THE TASK.
Repeat the records below line by line, exactly, finishing on the line that contains "middle pip: (188, 207)".

** Opening DATA block **

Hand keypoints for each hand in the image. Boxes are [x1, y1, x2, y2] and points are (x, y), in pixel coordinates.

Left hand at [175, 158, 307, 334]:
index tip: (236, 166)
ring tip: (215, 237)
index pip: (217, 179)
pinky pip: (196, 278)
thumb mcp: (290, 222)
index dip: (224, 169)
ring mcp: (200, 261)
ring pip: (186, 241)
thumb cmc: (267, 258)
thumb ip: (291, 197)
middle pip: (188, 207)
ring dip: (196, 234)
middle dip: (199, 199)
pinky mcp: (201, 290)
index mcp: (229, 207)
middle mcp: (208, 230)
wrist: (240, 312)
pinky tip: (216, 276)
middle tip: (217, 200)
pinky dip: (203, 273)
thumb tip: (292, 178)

** Closing DATA block **

RESPONSE BOX.
Hand keypoints for each hand in the image. Boxes are [x1, y1, x2, y2] and points are (x, y), in pixel coordinates.

Left hand at [175, 158, 307, 334]:
index tip: (236, 166)
ring tip: (215, 237)
index pip: (217, 179)
pinky pip: (196, 278)
thumb mcp: (290, 222)
index dip: (224, 169)
ring mcp: (200, 261)
ring pip: (186, 241)
thumb cmc: (267, 258)
thumb ip: (291, 197)
middle pip: (188, 207)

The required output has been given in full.